■ Task statement
Would you count the lines in the entries below that contain "Pereira"? Reply with the number only.

** Opening Dataset records block **

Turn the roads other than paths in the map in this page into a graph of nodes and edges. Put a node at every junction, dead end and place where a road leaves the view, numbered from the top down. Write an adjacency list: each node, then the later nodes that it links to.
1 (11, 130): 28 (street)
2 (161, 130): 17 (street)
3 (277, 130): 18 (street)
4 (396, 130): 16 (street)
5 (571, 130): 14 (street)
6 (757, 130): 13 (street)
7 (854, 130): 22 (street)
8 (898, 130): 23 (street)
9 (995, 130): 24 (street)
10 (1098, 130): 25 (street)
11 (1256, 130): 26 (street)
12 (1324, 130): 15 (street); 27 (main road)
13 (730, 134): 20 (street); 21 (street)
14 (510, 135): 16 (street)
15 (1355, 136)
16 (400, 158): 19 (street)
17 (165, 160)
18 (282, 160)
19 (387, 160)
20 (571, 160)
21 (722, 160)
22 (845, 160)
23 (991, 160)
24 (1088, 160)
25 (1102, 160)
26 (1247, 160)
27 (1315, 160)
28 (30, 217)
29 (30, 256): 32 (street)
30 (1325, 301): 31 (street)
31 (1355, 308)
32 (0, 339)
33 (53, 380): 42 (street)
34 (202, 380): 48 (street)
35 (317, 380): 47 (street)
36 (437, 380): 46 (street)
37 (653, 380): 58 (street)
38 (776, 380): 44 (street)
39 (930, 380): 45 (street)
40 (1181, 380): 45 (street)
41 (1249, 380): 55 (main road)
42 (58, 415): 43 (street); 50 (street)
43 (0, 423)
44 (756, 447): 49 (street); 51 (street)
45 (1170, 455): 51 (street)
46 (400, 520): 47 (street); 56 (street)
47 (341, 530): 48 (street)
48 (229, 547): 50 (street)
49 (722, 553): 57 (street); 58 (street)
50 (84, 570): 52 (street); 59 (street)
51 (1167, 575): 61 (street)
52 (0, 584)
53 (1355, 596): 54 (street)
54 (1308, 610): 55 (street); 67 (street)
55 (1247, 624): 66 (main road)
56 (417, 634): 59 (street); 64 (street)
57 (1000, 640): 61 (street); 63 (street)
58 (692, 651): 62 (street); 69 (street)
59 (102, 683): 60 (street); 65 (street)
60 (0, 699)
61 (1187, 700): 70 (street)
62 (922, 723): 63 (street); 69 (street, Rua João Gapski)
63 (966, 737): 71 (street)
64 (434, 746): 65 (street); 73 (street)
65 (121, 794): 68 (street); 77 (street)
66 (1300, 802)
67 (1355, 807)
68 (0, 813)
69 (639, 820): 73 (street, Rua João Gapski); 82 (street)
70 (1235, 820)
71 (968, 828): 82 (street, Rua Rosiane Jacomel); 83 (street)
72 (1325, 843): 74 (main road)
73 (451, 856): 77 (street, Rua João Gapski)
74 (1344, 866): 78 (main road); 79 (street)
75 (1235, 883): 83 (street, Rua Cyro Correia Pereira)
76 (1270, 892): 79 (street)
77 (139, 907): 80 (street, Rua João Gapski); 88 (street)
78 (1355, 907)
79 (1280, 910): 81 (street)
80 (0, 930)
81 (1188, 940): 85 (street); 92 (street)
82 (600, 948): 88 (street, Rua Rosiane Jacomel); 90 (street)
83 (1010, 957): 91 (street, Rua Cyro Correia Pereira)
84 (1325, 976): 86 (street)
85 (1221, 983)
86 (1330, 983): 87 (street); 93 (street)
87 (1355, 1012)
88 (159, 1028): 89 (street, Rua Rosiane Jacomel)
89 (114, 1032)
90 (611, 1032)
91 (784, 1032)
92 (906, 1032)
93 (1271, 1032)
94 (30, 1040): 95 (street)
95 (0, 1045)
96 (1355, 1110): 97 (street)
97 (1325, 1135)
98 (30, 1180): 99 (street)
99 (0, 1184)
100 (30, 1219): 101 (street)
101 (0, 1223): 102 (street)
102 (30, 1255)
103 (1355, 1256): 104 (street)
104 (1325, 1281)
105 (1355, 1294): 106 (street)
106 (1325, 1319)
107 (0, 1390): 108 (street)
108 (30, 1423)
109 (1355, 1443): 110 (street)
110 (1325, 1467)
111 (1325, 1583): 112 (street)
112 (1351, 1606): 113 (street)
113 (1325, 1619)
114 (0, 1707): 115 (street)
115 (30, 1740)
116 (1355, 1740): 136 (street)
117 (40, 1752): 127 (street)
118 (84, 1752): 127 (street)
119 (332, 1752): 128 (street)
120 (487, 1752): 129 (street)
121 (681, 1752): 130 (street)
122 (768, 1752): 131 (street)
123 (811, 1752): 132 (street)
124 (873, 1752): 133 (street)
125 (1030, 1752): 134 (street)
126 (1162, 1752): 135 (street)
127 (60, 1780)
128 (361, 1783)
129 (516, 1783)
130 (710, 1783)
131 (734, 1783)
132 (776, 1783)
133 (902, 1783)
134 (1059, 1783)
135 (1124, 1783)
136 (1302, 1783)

** Closing Dataset records block **

■ The completed task
2